Home Care for the Elderly
27.5% of Romania's senior citizens over 65 live in dire poverty, as compared to the European average of 7%.
Christine Leșcu, 08.04.2015, 13:13
27.5 % of Romanian senior citizens over 65 (around 900,000 people) live in dire poverty, compared to a European average of 7%. Of them, one in five needs home care, but only 0.23% of them have the benefit of such care. These are grim statistics, little known to the general public. But wait, there’s more. NGOs that offer care services say that, even though over 350,000 people in Romania need home care, the healthcare budget, both insurance and ministry issued, has only paid for home care for 29,306 people. As such, NGOs have joined forces to compensate as much as they can for the lack of government funding. Let’s now listen to Doina Crangasu, head of the Caritas Confederation for Romania:
“Two years ago, Caritas Romania had the initiative of creating an NGO platform providing social and medical services for seniors. In record time we managed to get together 57 NGOs from various counties around the country, which joined this on-line platform. 81% of SeniorNet’s member organizations announced a constant rise in demand for home care. Unfortunately, many requests go unanswered, because social services in Romania have many gaps.”

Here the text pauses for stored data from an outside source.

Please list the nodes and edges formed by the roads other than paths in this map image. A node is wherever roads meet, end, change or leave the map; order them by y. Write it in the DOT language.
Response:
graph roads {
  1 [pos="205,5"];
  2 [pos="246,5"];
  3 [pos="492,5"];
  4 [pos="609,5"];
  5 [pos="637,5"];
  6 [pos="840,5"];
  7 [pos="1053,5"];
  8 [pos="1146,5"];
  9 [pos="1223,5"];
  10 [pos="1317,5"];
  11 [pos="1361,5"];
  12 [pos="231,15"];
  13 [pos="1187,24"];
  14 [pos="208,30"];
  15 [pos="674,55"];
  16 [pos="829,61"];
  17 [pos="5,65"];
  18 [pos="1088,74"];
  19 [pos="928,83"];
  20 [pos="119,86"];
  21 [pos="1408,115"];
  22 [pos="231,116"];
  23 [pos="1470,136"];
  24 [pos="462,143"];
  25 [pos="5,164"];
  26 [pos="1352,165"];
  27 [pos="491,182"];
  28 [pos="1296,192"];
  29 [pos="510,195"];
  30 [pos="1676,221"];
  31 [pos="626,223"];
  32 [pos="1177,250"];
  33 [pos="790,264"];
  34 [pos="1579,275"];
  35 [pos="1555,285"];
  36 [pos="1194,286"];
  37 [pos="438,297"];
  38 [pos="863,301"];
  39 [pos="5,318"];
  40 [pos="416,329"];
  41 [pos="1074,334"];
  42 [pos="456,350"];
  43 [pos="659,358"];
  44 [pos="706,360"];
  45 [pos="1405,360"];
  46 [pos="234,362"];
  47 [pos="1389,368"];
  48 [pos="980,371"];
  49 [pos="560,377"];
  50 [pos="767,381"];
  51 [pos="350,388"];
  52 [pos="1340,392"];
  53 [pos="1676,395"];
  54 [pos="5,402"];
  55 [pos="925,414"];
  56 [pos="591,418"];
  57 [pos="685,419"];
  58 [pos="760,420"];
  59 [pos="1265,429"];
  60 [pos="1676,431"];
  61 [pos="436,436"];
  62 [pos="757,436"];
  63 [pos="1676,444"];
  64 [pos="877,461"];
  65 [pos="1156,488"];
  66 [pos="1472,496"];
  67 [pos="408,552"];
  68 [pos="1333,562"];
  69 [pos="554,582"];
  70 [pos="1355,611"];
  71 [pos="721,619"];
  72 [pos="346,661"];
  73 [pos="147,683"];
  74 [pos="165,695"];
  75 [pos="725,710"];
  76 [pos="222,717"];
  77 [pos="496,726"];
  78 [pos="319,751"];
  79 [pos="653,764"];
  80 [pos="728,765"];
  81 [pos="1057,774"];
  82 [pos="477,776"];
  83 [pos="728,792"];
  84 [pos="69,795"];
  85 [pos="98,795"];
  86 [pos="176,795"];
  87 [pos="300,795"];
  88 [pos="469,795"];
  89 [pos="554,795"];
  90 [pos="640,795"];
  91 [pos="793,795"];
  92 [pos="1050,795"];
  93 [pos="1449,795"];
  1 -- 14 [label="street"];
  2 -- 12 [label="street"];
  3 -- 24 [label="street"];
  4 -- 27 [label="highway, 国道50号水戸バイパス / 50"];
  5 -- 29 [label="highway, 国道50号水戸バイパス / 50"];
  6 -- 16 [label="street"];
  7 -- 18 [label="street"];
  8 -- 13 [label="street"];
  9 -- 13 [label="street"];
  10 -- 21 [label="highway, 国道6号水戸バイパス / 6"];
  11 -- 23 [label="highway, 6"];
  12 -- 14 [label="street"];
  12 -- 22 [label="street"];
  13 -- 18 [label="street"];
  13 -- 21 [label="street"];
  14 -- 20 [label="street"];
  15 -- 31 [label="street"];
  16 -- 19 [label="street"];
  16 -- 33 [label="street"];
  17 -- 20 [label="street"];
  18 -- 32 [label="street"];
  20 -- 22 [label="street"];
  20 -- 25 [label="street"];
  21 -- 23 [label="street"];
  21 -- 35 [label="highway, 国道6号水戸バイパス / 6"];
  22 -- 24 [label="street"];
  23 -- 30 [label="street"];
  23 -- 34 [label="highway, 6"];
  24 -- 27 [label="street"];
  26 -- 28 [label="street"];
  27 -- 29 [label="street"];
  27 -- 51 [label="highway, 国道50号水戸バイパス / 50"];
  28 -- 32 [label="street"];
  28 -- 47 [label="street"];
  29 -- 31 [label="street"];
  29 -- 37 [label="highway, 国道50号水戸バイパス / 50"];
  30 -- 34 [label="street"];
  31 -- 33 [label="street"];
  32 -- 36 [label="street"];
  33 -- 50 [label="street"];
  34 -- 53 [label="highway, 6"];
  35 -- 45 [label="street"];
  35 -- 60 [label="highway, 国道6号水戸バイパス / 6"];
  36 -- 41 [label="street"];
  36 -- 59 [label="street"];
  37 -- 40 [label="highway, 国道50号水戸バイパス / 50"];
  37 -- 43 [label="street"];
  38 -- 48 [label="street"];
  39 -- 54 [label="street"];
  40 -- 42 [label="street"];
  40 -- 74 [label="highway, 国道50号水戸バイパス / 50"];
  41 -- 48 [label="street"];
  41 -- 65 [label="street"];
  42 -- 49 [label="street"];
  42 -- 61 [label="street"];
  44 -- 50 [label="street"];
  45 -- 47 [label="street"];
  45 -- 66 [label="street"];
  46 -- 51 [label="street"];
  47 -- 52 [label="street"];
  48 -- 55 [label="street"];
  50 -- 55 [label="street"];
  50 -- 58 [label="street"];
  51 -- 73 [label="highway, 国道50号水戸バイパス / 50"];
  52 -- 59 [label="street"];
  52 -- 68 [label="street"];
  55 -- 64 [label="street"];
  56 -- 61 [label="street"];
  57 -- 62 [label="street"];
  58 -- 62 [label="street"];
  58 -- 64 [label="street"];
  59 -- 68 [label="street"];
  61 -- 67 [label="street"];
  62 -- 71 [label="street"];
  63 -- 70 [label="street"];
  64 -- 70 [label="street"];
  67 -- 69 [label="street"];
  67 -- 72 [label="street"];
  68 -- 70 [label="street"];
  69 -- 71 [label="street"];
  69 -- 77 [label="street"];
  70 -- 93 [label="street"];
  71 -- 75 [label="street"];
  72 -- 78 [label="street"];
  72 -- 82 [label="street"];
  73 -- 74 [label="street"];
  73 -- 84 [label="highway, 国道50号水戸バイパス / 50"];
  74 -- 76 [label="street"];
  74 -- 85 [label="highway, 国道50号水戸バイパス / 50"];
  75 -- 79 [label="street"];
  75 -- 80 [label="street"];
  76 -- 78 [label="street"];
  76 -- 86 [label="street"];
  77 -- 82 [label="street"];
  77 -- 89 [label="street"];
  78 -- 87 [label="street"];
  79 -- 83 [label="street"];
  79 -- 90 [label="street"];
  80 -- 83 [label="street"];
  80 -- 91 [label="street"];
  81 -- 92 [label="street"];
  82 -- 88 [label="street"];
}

Even though at this time there is work being done for a map of senior citizens’ needs, to see exactly what they are and in what areas, the need for intervention is urgent, and a number of needs can be readily identified. Depending on those, NGOs offer the following range of home care services: psychological counseling, social assistance, medical care, household work which the seniors is unable to perform. Many problems come from poverty, but also from loneliness. Some seniors are abandoned by families, others suffer from the ‘kids gone to work abroad’ syndrome, just as many kids have the same syndrome for lack of parents. Doina Crangasu:
“These are generally elderly people who live alone either because they don’t have a family, because they are widows, are childless, or their children work abroad, or because an illness has caused them to lose independence and they have become incapable of carrying out daily tasks such as personal care or going to the doctor for treatment. At the same time, Romania faces a higher outflow of younger migrants. This means that in the countryside we see a predominance of older people with no family support, or support from the local authorities.”
At the same time, many retirees have taken fate into their own hands, and created their own assistance structures. One example is the Mutual Assistance House for Retirees ‘Omenia’. With 1,400,000 members nationally and 35,400 members in Bucharest and its surroundings, this institution is underwritten by members and sponsors, as well as through a very low intensity commercial activity whose profits go back to the retirees. In the Rahova-Ferentari area of Bucharest, one of the poorest in the capital, on a tiny street with tiny houses, recalling the slums between the two world wars, we find one of the CARP Omenia areas, a tiny town for seniors with a small shop, a cobbler’s and tailor’s, a barber’s, a chemist’s medical cabinets and a small loan shop. All of them practice symbolic prices, at no profit, according to Gheorghe Chioaru, head of the National Federation of Mutual Assistance Houses for Retirees, who told us how pensioners contribute in order to have access to such services:
“Each member pays a contribution. When they withdraw from the association, they are paid back their dues. In addition to the dues there is a monthly 3 lei contribution, of which 70% goes to help with burial costs, with the rest going for services. The dues depends on the size of pensions. The entrance fee is 20 lei. After that, members can borrow money from the association’s fund, depending on the size of their dues. They can borrow as much as three times more. Interest rates are between 1 and 14%.”
The shop, workshops and medical facilities are for all members. But CARP Omenia pays special attention to the bedridden, as Gheorghe Chioaru told us;
“There are cases in which some pensioners have never seen a doctor in their lives, and we send them a family physician. We have medical caravans going from village to village. In the countryside, old people are forgotten and abandoned. We take bread and food for people stuck in their homes. Another project involves a contract with UnitedAway, involving 100 pensioners who are stuck at home, and we send them food, hygiene products, a nurse, a dentist, and home care providers. The latter are a rarity, because they get training with us, but then leave the country. The state does nothing to encourage us.”
At this moment, the government is working on a national strategy to protect the elderly, a strategy which needs a lot of improvement, as Doina Crangasu says:
“Now we are in a process of public debate launched by the Ministry of Labor and Social Protection in early January. At the center of the public debate we have the National Strategy for the Promotion of Active Aging and Protection of the Elderly. We salute this initiative, but we looked at the project, and it has gaps. They promote active aging, and yet there is no mention of the situation facing most of the elderly right now.”
Until the strategy goes through, NGOs are looking for independent financing, and are looking into European funds earmarked for the 2014-2020 period.